D. P. Bailey and I. W. Boulware, for appellant. N. D. Thurmond, for respondent.

JOHNSON, J.

In this action plaintiff sought to recover at law on account of a number of items growing out of a partnership which previously existed between him and defendant. A livery stable had been the business venture of the firm. The petition alleged the sale by plaintiff to defendant of his interest in the partnership property, but stated that the sale "only included the property, horses, buggies, wagons, and other things used in the livery business, but did not include the accounts defendant was owing to the firm." A number of items of such indebtedness was charged, including one relating to a hearse and one to a spring wagon; upon the former of which a partial payment, and upon the latter full payment, had been made out of partnership funds.
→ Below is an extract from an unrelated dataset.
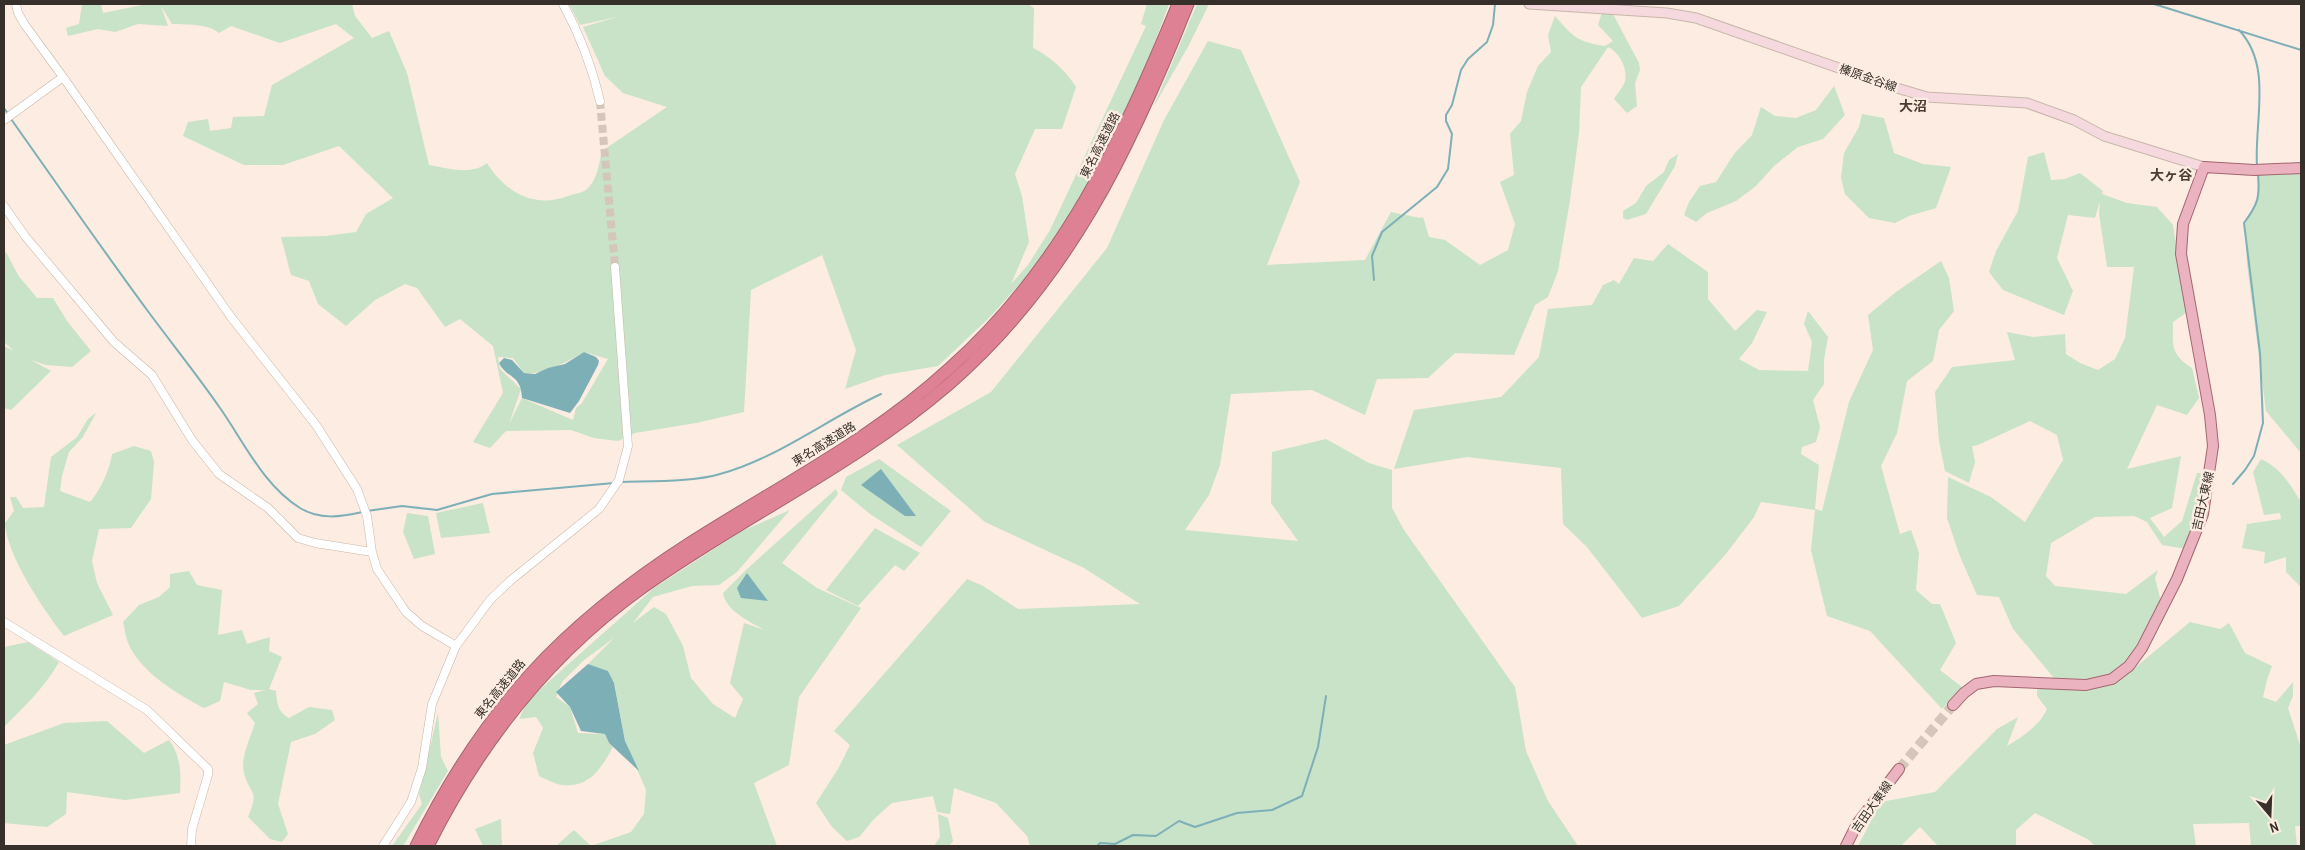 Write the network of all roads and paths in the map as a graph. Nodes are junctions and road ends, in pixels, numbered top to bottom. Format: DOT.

Defendant was alleged to be indebted to plaintiff upon these and the other items mentioned. No allegation of any kind of a partnership settlement was made. Defendant's answer, however, pleaded a dissolution of the partnership, the submission by the partners to arbitration of all matters in dispute between them, including all of the items sued upon, and the award of the arbitrators, after a hearing, that no indebtedness existed between the parties; in other words, that all of the partnership affairs had been settled by voluntary arbitration. The reply admitted the settlement by arbitration, and that all of the items of indebtedness mentioned in the petition were included therein, except the two relating to the hearse and spring wagon, which, it was alleged, were not submitted to the arbitrators, and consequently not considered by them in making their award. Judgment was prayed for in the reply upon these two items. At the trial defendant unsuccessfully objected to the introduction of any evidence, on the ground that the court was without jurisdiction of the subject-matter. The fact of an arbitration was admitted, but no written evidence of the matters submitted was introduced. They were the subject of parol testimony, and the contest revolved around the fact of the submission of the hearse and spring wagon items. The evidence on this point was as conflicting as the claims of the respective parties. Verdict and judgment were for the plaintiff on both items.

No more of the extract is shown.